# First Time ever using oil pastels.



## MikeArty

Hi all, so this is the first time ever using oil pastels what do you think of this?


----------



## pastelartprints

When using oil pastels for the first time, I think it's important to get the feel for them. It doesn't matter what you draw, it can be just lines. See how they blend, use different strokes and lines, layer colours on top of each other using both lines and block colours. Have fun getting to know them and enjoy seeing the colours come to life. http://bit.ly/2WeKQJ6


----------



## MikeArty

Thanks a million for your reply.


----------



## zeldaella

You can try various techniques to carefully blend your oil pastels. One of the simplest ways is to use a tissue paper, a cotton ball, a soft cloth, or a q-tip to modify the shades for a much softer look.
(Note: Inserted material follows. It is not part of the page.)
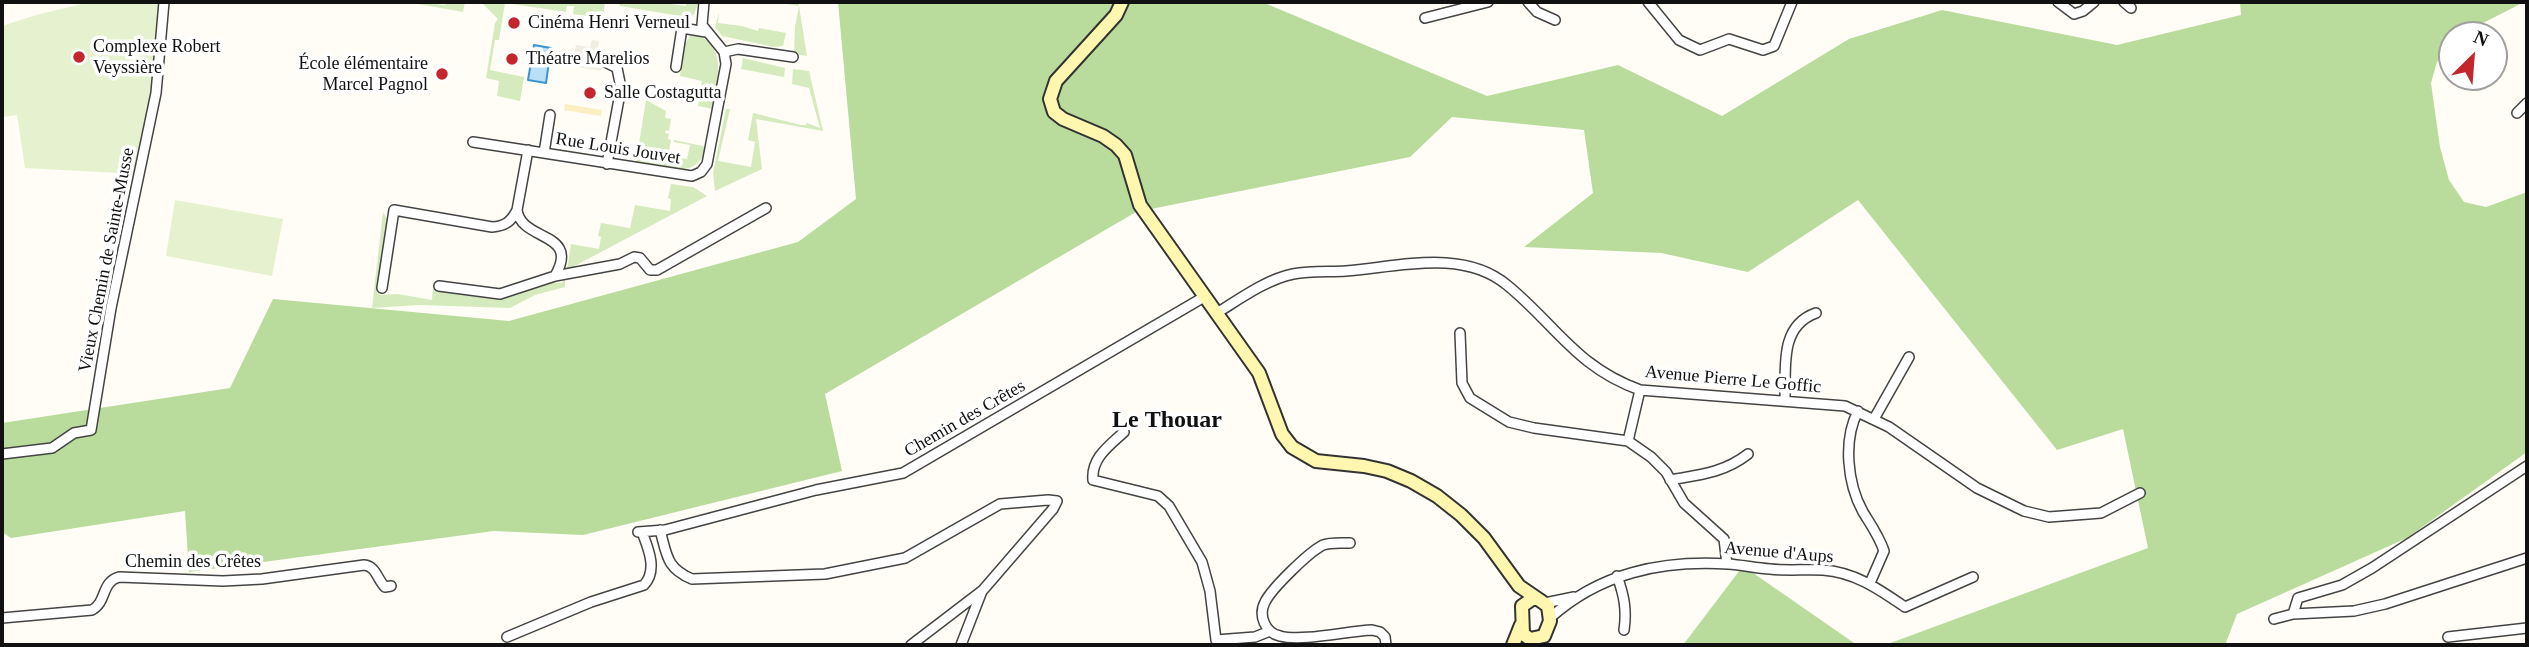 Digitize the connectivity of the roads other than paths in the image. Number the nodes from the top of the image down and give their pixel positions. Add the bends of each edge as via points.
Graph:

Using this technique, you can easily blend the colors and produce more artistic effects.


----------



## noah

Finding the best paper for oil pastels is considered to be a crucial factor if mentioned drawing. I am using Strathmore paper pad, it is great. Oil pastels look amazing on this textured paper. It’s made with a great textured finish, ideally heavy, and in assorted subtle colors that can give your oil pastels a playful backdrop.


----------



## Mimirichman

I recommend choosing papers with a rough texture and a high heaviness if you want to get the best results with oil pastels. I use oil pastel paper. They have a very toothed texture and high gsm. But if I want less tooth, I’d choose sanded paper, which can still be very rough. But if I’m going for a smooth blending of colors, watercolor paper is my go-to choice.


----------